### [REQUIRED ACTION]
Omit all pictures, then retype the data exactly as given.
━━━
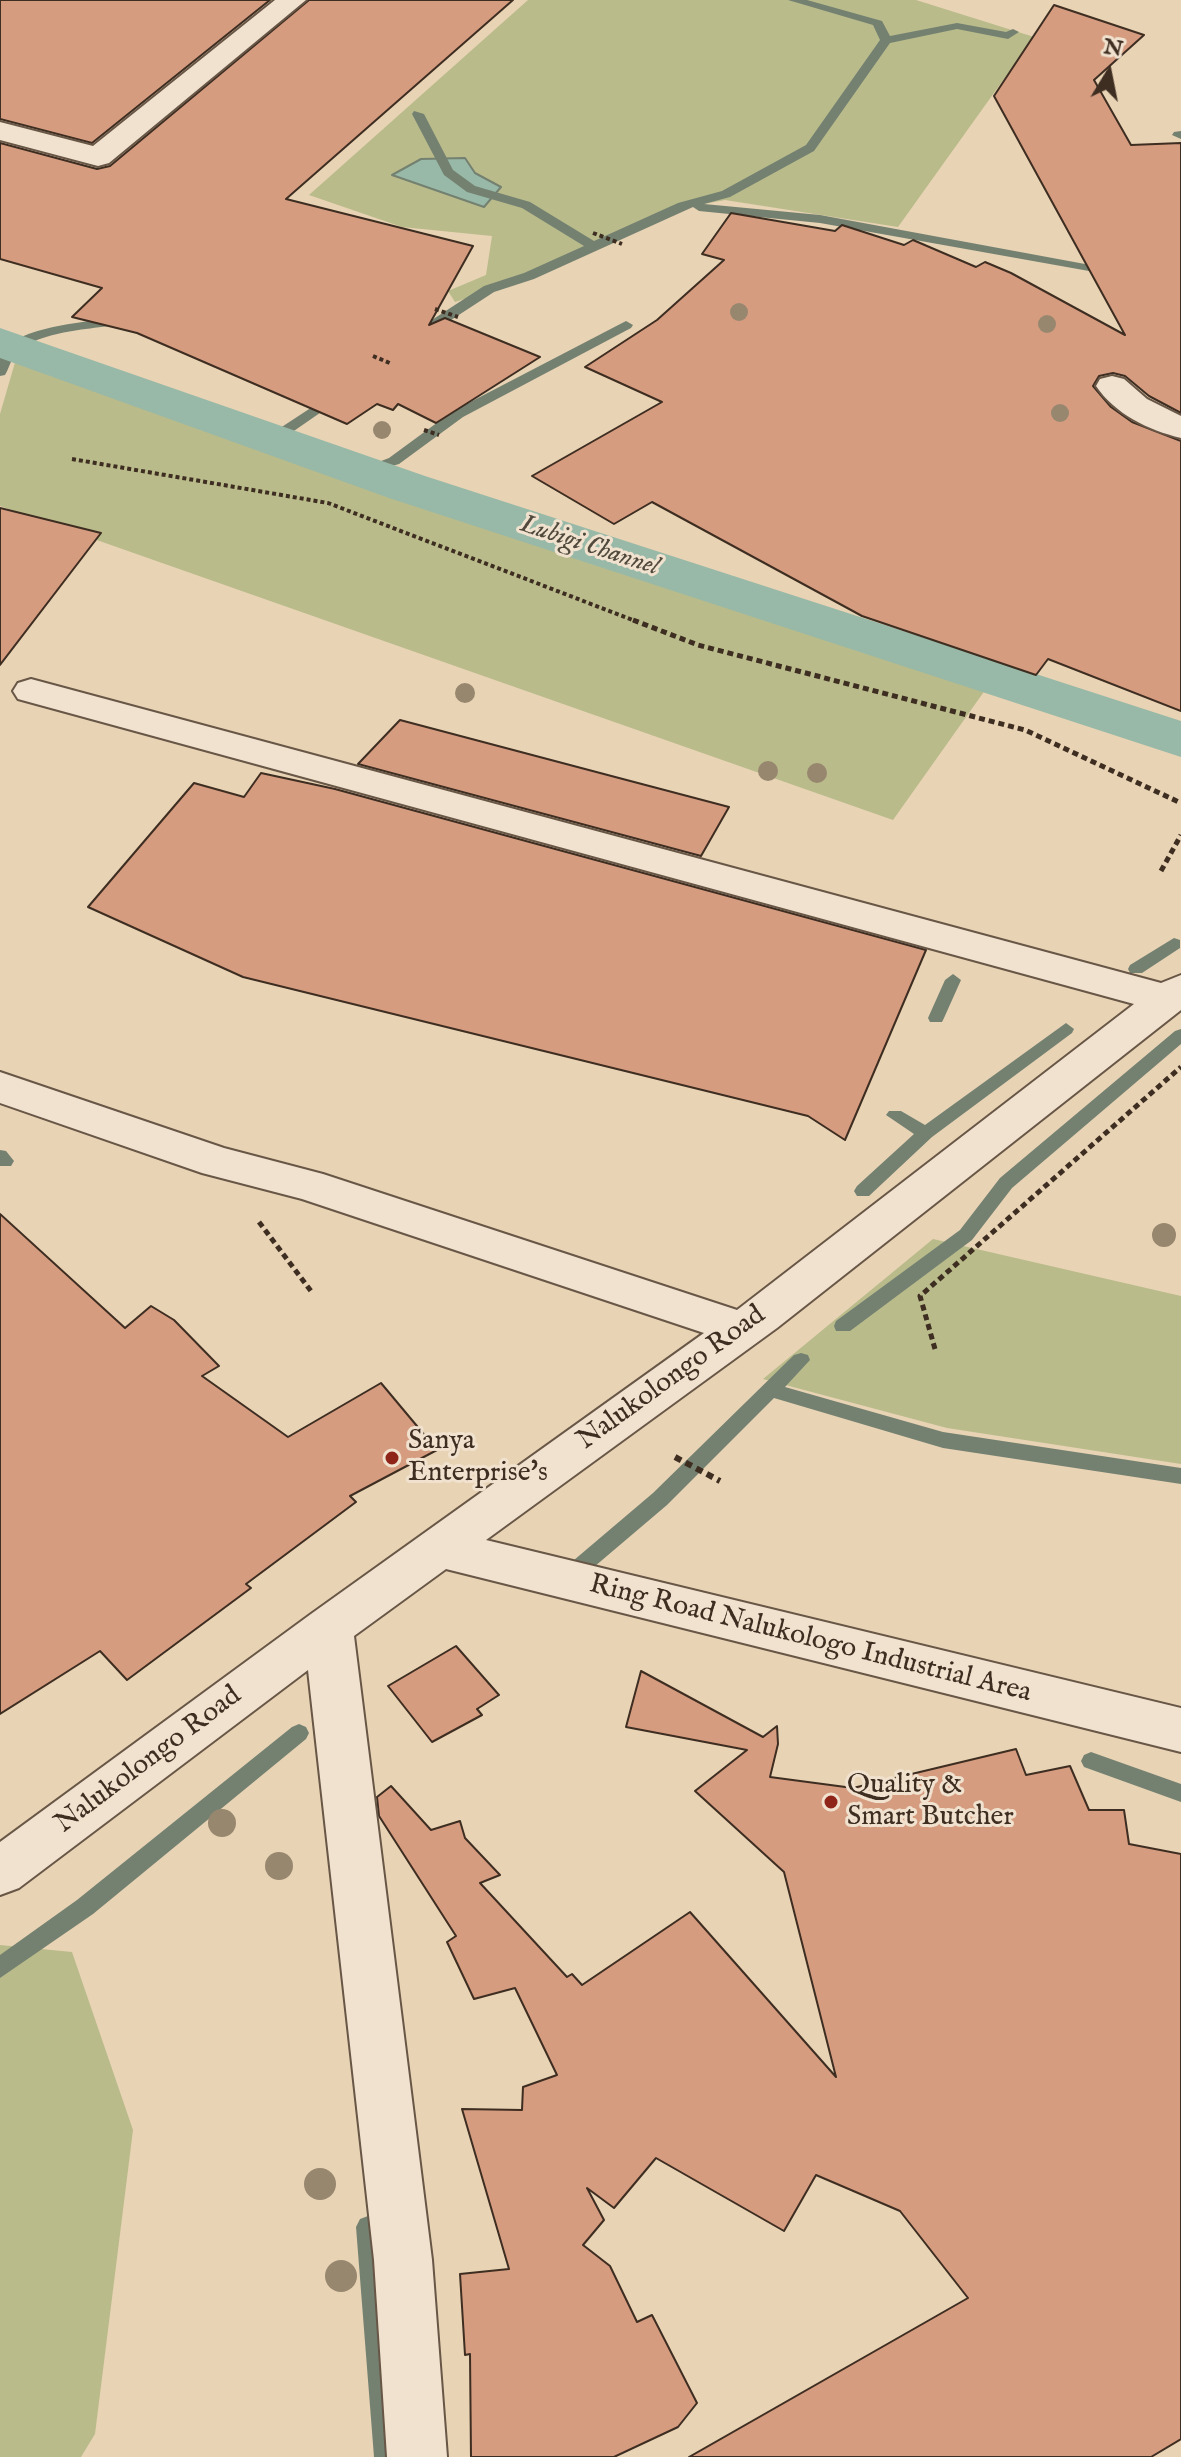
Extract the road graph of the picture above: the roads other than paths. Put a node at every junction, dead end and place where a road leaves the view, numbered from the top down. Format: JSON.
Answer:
{"nodes":[{"id":1,"x":292,"y":0,"type":"edge"},
{"id":2,"x":0,"y":131,"type":"edge"},
{"id":3,"x":1112,"y":386,"type":"dead end"},
{"id":4,"x":1181,"y":428,"type":"edge"},
{"id":5,"x":31,"y":691,"type":"dead end"},
{"id":6,"x":1174,"y":994,"type":"edge"},
{"id":7,"x":0,"y":1087,"type":"edge"},
{"id":8,"x":743,"y":1329,"type":"junction"},
{"id":9,"x":439,"y":1548,"type":"junction"},
{"id":10,"x":328,"y":1628,"type":"junction"},
{"id":11,"x":1181,"y":1730,"type":"edge"},
{"id":12,"x":0,"y":1872,"type":"edge"},
{"id":13,"x":417,"y":2457,"type":"edge"}],
"edges":[{"from":1,"to":2,"type":"street"},
{"from":3,"to":4,"type":"street"},
{"from":5,"to":6,"type":"street"},
{"from":6,"to":8,"type":"street","name":"Nalukolongo Road"},
{"from":7,"to":8,"type":"street"},
{"from":8,"to":9,"type":"street","name":"Nalukolongo Road"},
{"from":9,"to":10,"type":"street","name":"Nalukolongo Road"},
{"from":9,"to":11,"type":"street","name":"Ring Road Nalukologo Industrial Area"},
{"from":10,"to":12,"type":"street","name":"Nalukolongo Road"},
{"from":10,"to":13,"type":"street"}]}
━━━
### [OUTPUT OF THE TASK]
Extract the road graph of the picture above: the roads other than paths. Put a node at every junction, dead end and place where a road leaves the view, numbered from the top down. Format: JSON.
Answer:
{"nodes":[{"id":1,"x":292,"y":0,"type":"edge"},
{"id":2,"x":0,"y":131,"type":"edge"},
{"id":3,"x":1112,"y":386,"type":"dead end"},
{"id":4,"x":1181,"y":428,"type":"edge"},
{"id":5,"x":31,"y":691,"type":"dead end"},
{"id":6,"x":1174,"y":994,"type":"edge"},
{"id":7,"x":0,"y":1087,"type":"edge"},
{"id":8,"x":743,"y":1329,"type":"junction"},
{"id":9,"x":439,"y":1548,"type":"junction"},
{"id":10,"x":328,"y":1628,"type":"junction"},
{"id":11,"x":1181,"y":1730,"type":"edge"},
{"id":12,"x":0,"y":1872,"type":"edge"},
{"id":13,"x":417,"y":2457,"type":"edge"}],
"edges":[{"from":1,"to":2,"type":"street"},
{"from":3,"to":4,"type":"street"},
{"from":5,"to":6,"type":"street"},
{"from":6,"to":8,"type":"street","name":"Nalukolongo Road"},
{"from":7,"to":8,"type":"street"},
{"from":8,"to":9,"type":"street","name":"Nalukolongo Road"},
{"from":9,"to":10,"type":"street","name":"Nalukolongo Road"},
{"from":9,"to":11,"type":"street","name":"Ring Road Nalukologo Industrial Area"},
{"from":10,"to":12,"type":"street","name":"Nalukolongo Road"},
{"from":10,"to":13,"type":"street"}]}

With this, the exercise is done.